**YOUR INSTRUCTIONS:** Each line of the material that mentions the word "highway" is to be copied.

------ EXTRACTED ENTRIES ------

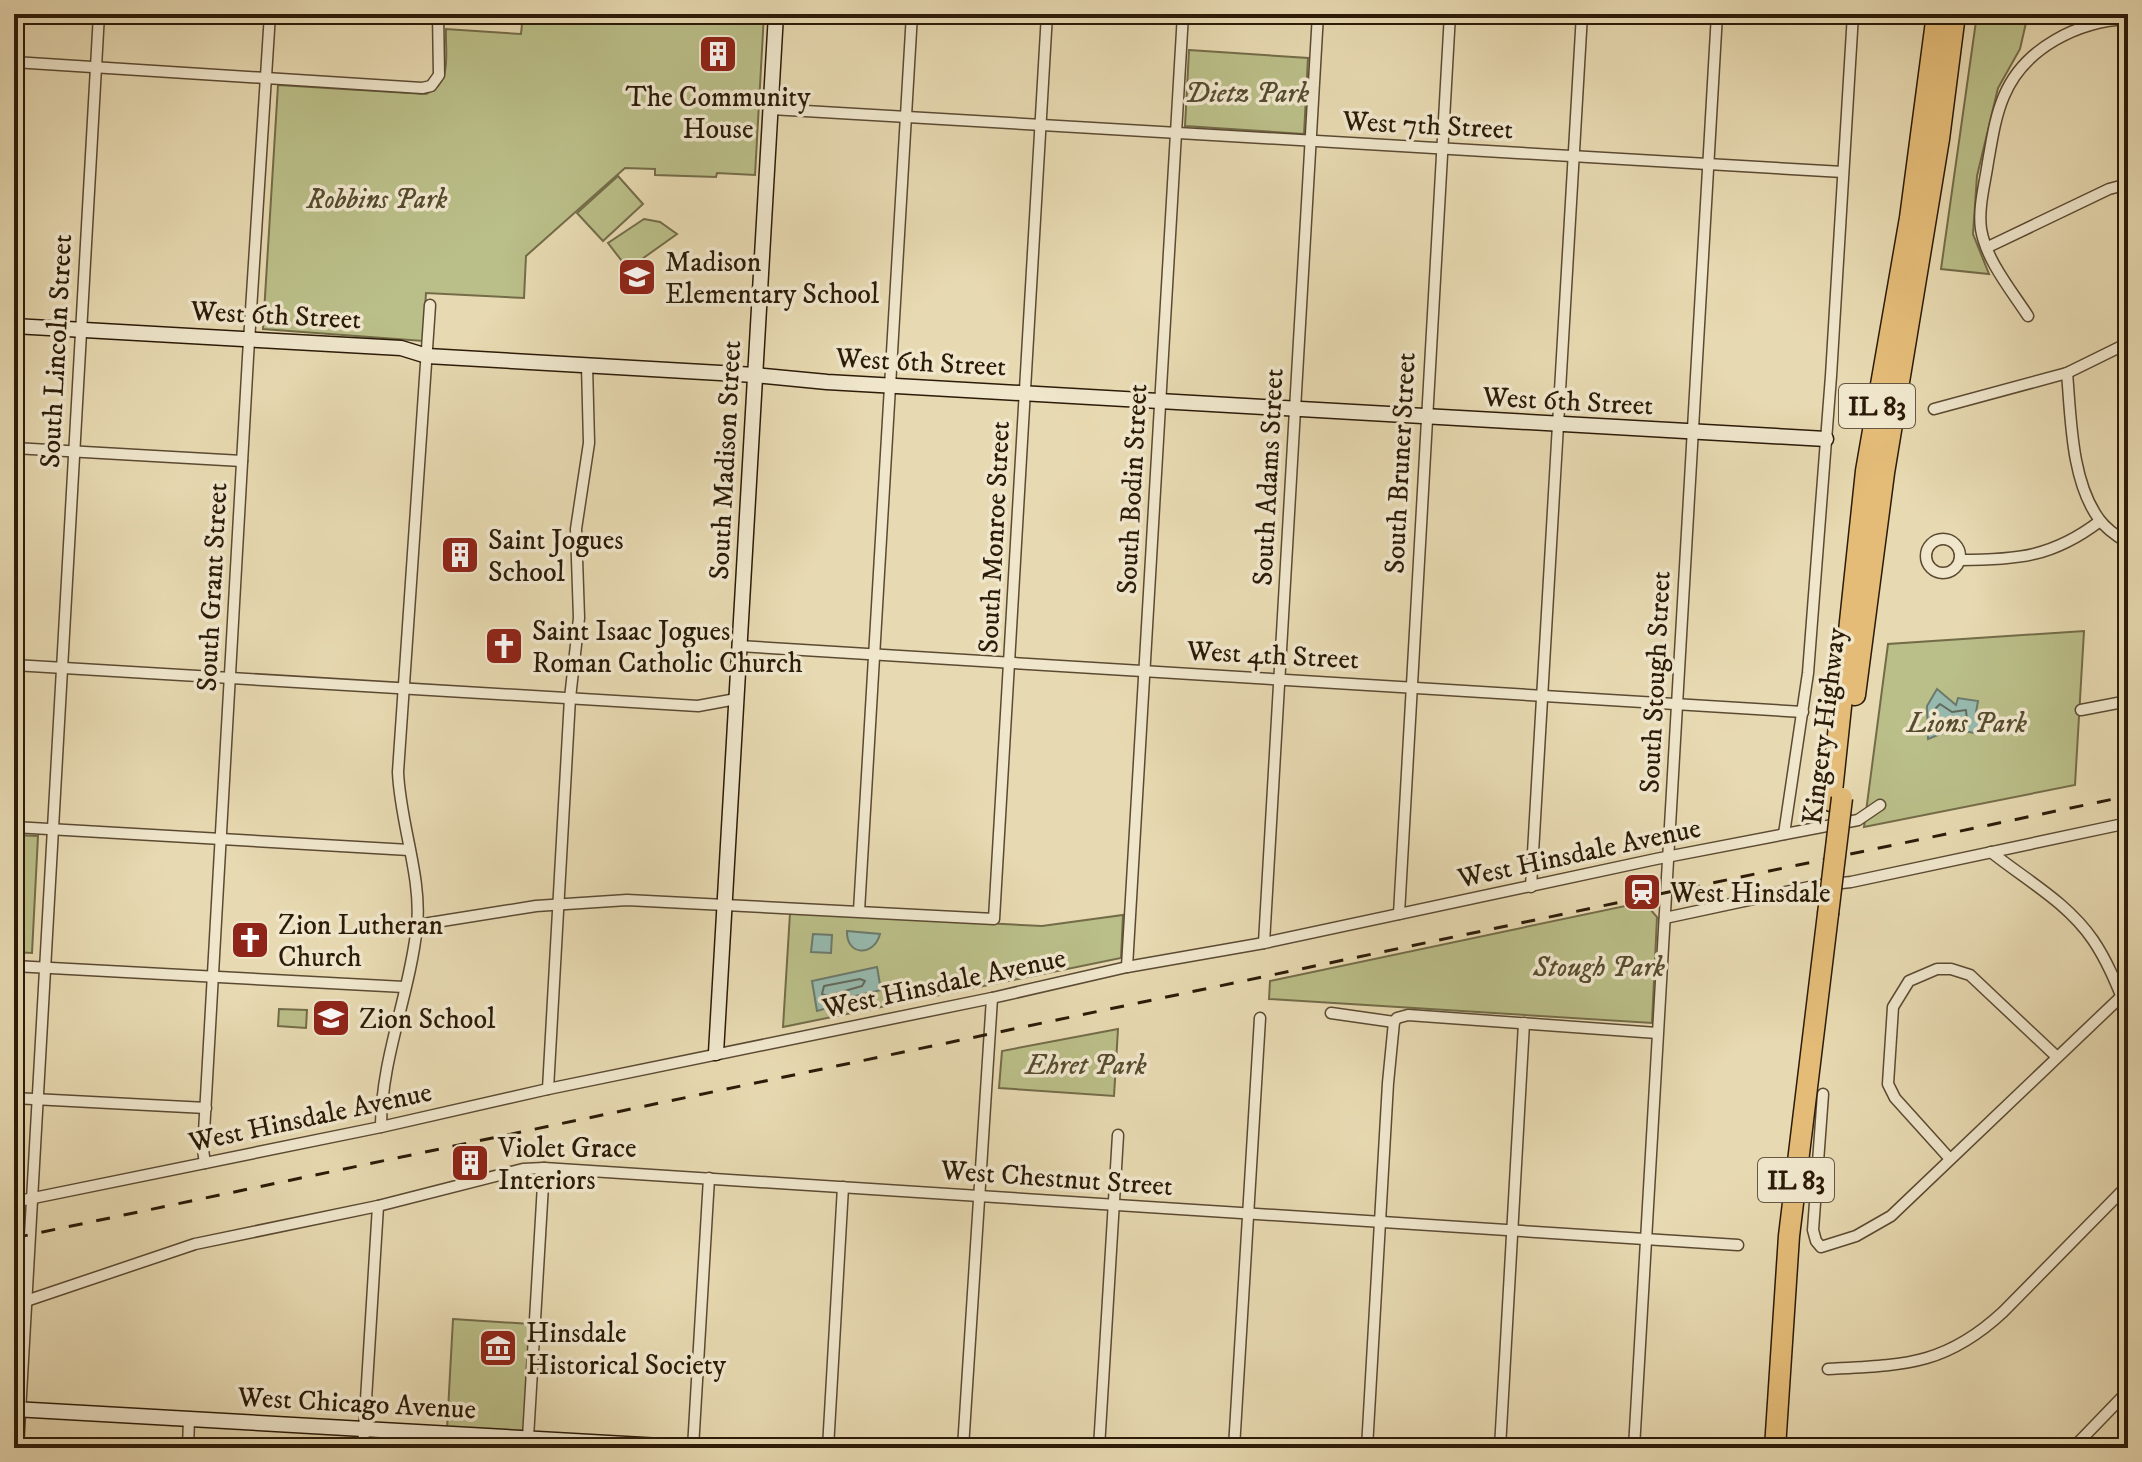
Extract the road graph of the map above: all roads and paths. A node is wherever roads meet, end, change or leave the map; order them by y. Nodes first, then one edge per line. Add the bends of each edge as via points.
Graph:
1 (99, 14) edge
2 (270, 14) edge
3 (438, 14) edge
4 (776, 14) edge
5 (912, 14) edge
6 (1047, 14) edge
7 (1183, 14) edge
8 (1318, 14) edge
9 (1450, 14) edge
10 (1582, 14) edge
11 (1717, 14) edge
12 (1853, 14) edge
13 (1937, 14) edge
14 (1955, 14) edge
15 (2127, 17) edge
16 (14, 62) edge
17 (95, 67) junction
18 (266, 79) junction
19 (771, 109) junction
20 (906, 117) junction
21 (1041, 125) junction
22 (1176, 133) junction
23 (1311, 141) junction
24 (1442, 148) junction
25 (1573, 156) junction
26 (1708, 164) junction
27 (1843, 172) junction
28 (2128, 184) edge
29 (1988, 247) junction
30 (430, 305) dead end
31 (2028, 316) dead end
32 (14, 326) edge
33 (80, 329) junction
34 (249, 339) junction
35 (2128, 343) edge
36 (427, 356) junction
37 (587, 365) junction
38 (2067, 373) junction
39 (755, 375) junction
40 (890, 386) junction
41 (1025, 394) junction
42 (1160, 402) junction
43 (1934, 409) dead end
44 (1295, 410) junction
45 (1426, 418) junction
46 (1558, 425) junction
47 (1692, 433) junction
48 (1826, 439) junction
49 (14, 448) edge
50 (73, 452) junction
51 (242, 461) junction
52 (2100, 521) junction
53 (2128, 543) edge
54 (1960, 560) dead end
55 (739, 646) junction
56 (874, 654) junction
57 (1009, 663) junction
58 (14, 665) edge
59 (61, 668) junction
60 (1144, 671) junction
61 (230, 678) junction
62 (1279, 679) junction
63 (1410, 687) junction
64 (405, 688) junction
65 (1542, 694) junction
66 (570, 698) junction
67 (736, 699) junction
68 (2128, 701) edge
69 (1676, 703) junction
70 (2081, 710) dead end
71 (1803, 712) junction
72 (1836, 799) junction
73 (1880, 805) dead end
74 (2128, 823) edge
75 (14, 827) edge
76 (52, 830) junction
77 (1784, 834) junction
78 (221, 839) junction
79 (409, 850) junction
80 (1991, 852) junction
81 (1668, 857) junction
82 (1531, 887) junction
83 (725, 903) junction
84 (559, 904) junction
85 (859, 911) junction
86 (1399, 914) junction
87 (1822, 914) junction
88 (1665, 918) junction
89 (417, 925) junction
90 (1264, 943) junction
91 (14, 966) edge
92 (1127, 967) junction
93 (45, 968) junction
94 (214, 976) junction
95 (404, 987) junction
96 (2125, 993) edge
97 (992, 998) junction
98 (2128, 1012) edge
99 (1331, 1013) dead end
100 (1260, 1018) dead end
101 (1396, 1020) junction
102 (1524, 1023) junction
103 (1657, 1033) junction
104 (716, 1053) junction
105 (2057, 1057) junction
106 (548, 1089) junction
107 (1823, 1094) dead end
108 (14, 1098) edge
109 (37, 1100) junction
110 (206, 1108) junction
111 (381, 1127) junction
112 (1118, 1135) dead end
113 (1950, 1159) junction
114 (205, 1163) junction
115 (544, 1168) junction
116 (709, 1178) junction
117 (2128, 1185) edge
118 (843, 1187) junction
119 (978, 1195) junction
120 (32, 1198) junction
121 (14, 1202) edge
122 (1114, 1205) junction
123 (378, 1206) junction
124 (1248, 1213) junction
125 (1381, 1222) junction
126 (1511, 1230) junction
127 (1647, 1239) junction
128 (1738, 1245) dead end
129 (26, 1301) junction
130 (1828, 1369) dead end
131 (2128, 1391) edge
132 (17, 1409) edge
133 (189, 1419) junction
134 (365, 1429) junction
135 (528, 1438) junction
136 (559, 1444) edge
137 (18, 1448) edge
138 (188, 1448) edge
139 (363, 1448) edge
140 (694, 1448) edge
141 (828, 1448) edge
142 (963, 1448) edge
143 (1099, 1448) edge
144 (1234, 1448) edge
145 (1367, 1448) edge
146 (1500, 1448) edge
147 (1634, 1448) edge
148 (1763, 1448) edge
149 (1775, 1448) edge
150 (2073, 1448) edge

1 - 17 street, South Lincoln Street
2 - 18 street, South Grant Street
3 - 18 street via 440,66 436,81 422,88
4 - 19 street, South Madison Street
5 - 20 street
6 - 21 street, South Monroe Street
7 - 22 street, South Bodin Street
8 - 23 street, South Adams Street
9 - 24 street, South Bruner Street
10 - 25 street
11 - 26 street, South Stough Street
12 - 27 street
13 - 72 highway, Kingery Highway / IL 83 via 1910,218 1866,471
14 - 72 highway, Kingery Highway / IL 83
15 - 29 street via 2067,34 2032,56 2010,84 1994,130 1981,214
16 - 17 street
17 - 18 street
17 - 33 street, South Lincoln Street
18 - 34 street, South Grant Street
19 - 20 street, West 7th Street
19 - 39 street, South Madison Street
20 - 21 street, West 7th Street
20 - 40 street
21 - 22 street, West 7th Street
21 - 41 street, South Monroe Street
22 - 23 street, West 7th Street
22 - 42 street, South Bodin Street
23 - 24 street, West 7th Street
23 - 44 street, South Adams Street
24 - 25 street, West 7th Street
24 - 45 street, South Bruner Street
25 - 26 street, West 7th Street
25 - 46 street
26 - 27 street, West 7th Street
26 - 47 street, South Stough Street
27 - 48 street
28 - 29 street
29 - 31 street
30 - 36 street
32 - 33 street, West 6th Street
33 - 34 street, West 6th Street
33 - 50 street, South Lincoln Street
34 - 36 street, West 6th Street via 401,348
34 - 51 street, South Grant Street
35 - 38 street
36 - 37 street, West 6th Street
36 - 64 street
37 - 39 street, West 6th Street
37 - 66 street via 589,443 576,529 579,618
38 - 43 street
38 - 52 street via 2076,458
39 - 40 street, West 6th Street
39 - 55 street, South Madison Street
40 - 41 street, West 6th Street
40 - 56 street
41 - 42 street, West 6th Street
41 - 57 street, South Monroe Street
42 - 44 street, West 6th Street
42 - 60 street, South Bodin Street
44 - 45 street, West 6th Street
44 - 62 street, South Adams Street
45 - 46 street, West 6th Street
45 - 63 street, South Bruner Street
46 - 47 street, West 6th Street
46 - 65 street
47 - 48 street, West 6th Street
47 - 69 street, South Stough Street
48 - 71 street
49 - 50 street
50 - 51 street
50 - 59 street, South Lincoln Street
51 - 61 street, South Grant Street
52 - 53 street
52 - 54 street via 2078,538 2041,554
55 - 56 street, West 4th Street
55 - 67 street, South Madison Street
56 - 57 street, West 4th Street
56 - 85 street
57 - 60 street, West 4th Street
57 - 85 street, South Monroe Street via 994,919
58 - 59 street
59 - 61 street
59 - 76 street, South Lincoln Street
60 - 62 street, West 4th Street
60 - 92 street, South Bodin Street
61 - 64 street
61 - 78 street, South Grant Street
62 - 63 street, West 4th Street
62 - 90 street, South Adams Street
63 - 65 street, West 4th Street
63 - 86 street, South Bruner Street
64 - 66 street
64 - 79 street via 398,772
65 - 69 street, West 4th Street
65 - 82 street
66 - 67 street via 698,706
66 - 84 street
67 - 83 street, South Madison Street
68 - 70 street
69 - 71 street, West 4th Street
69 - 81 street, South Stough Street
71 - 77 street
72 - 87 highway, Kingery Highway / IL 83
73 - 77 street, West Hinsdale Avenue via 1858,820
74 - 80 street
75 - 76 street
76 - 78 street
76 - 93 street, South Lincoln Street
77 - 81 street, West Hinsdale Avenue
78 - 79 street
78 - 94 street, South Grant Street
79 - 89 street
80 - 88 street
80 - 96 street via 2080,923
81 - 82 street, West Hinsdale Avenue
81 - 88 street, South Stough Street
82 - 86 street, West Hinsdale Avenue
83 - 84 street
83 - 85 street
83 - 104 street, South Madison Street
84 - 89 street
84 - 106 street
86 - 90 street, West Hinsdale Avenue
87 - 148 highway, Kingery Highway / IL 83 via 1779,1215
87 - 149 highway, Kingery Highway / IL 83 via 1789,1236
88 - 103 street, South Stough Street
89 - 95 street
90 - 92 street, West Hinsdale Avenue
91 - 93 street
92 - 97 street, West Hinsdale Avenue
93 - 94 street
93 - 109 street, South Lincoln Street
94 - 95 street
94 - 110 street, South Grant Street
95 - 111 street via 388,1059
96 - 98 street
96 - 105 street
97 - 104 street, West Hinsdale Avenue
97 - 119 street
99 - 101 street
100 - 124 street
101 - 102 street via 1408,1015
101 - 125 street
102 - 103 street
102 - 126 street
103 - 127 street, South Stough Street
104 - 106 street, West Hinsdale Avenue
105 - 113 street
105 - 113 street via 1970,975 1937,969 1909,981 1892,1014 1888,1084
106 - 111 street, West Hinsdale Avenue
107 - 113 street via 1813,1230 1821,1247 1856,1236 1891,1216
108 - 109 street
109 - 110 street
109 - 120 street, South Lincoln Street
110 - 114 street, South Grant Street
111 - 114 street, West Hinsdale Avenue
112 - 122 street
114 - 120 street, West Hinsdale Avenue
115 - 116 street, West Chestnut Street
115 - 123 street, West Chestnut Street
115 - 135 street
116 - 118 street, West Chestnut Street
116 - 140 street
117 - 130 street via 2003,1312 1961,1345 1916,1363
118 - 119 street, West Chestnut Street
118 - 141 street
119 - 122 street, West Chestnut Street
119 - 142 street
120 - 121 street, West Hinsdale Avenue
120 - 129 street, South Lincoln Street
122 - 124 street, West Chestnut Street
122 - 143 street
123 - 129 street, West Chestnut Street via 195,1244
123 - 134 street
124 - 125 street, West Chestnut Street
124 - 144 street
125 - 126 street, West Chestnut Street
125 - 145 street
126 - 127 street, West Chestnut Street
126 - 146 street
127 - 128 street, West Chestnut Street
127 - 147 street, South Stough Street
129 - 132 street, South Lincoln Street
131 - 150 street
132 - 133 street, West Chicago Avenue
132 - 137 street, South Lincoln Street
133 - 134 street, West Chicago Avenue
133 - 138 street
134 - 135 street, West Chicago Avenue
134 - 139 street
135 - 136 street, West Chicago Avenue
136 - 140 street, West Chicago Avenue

------

**TASK ANSWER:**
13 - 72 highway, Kingery Highway / IL 83 via 1910,218 1866,471
14 - 72 highway, Kingery Highway / IL 83
72 - 87 highway, Kingery Highway / IL 83
87 - 148 highway, Kingery Highway / IL 83 via 1779,1215
87 - 149 highway, Kingery Highway / IL 83 via 1789,1236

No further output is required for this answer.